Things were not always so cordial: “Roger is a stone-cold loser,” Trump told Toobin in 2008. “He always tries taking credit for things he never did.” Despite being ousted from the Trump campaign last summer, Stone is still working on the Republican candidate’s behalf coordinating a small, pro-Trump super PAC.

There is something uncanny in Stone’s 1999 appearance on C-SPAN, though—much of what he has to say about Trump sounds eerily familiar, as when he describes the real estate developer’s skepticism of trade deals, but especially when he speaks to Trump’s character and people’s perception of it. “Trump has a certain resilience,” he claimed. “He faced financial disaster. He was nine hundred million dollars in debt personally. He was nine billion dollars in debt if you looked at his companies. All of that caused by a government-created crisis in the real estate industry.”

“I think people respect somebody who came to the edge of disaster—didn’t quit, didn’t walk away, didn’t go bankrupt like so many others in this industry, who came back and rebuilt their business bigger and better than ever,” he continued. (Actually, Trump has declared bankruptcy—multiple times.) “He is not claiming to be anything that he is not,” Stone said. “He is not claiming anything other than the facts.”

These are all bald-faced lies—they were then, and they are now. But calling them lies, and even pointing out the absurdity of a Trump campaign that “demonstrates some tolerance for a broader spectrum of views in the area of social policy,” misses what makes Trump so popular. Stone was on to something: Trump does have “a certain resilience.” If the past year has shown us nothing else, it’s shown us that.

Trump’s strength is not his wealth or his charisma—neither of which does he actually possess in any great quantity. Trump’s strength is in revealing the artifice of assumed political truths to an angry and frustrated people. “My entire life, I’ve watched politicians bragging about how poor they are, how they came from nothing, how poor their parents and grandparents were,” he told Maureen Dowd, a month after Stone’s C-SPAN appearance. “And I said to myself, if they can stay so poor for so many generations, maybe this isn’t the kind of person we want to be electing to higher office. How smart can they be? They’re morons. There’s a perception that voters like poverty. I don’t like poverty. Usually, there’s a reason for poverty. Do you want someone who gets to be president and that’s literally the highest paying job he’s ever had?”

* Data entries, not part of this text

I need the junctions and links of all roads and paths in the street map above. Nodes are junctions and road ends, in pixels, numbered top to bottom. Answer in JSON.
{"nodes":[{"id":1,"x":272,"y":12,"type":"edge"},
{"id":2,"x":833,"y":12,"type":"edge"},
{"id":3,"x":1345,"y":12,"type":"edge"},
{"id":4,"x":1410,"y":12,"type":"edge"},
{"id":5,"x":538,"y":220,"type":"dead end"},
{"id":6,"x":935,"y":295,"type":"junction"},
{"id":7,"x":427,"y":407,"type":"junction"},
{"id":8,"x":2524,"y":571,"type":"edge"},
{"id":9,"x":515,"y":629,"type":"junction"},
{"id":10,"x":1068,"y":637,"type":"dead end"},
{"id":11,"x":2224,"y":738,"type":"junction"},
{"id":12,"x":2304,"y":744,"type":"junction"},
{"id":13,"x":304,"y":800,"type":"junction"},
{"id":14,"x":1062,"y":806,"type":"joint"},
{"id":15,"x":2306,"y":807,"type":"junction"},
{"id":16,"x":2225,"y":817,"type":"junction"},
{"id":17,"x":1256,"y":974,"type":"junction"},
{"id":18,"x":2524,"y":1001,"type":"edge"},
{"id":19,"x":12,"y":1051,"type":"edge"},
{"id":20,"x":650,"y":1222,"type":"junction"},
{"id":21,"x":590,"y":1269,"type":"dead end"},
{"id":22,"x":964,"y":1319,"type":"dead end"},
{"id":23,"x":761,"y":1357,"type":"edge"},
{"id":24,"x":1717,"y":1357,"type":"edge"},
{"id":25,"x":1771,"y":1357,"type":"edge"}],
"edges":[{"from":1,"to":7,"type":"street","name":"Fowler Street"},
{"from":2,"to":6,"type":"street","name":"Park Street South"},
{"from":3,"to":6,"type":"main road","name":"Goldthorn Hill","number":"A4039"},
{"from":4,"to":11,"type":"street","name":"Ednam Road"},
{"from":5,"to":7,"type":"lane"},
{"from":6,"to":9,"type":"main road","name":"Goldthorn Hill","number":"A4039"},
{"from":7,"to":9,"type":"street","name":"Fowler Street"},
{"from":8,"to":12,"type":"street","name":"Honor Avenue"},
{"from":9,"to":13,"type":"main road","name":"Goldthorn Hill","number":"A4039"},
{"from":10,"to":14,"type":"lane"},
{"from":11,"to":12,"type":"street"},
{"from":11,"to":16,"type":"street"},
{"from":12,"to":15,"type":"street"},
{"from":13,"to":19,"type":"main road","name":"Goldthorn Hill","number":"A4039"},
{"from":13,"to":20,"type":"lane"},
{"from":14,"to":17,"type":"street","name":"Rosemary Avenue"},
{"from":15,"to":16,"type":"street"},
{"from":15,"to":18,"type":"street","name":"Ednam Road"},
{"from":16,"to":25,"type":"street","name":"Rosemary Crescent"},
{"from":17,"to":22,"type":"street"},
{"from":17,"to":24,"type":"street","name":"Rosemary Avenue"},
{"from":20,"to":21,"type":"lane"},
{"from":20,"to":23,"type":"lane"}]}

Trump’s supporters don’t care whether or not he’s worth $500 million, $1 billion, or $10 billion—it doesn’t matter. What matters is that he says he’s rich, and doesn’t feel the need to apologize for it. In fact, he doesn’t feel the need to apologize for anything, and resents any implication that he might. One “Washington Journal” caller was uncomfortable with how Trump introduced his then-girlfriend Melania at a rally—not by name, but as “his supermodel.” “He’s not going to take any coaching. He’s not going to change his approach,” Stone responded. “That’s just not Trump. He is outspoken. He is brash. He is unvarnished. All those things are true. We shall see what the American people think.”

“In the age of mass communication, all our politics are changing,” Stone proclaimed. “Here’s the fundamental question: Is the pop culture in this country now more influential than its institutions?” Maybe! Or maybe pop culture is but one institution in this country among many, and the fundamental question is not whether one institution is more influential than another but rather what happens after a candidate like Donald Trump emerges, like a tangerine kaiju from the deepest trenches of the white American id, to demolish them all—that is to say: What comes next?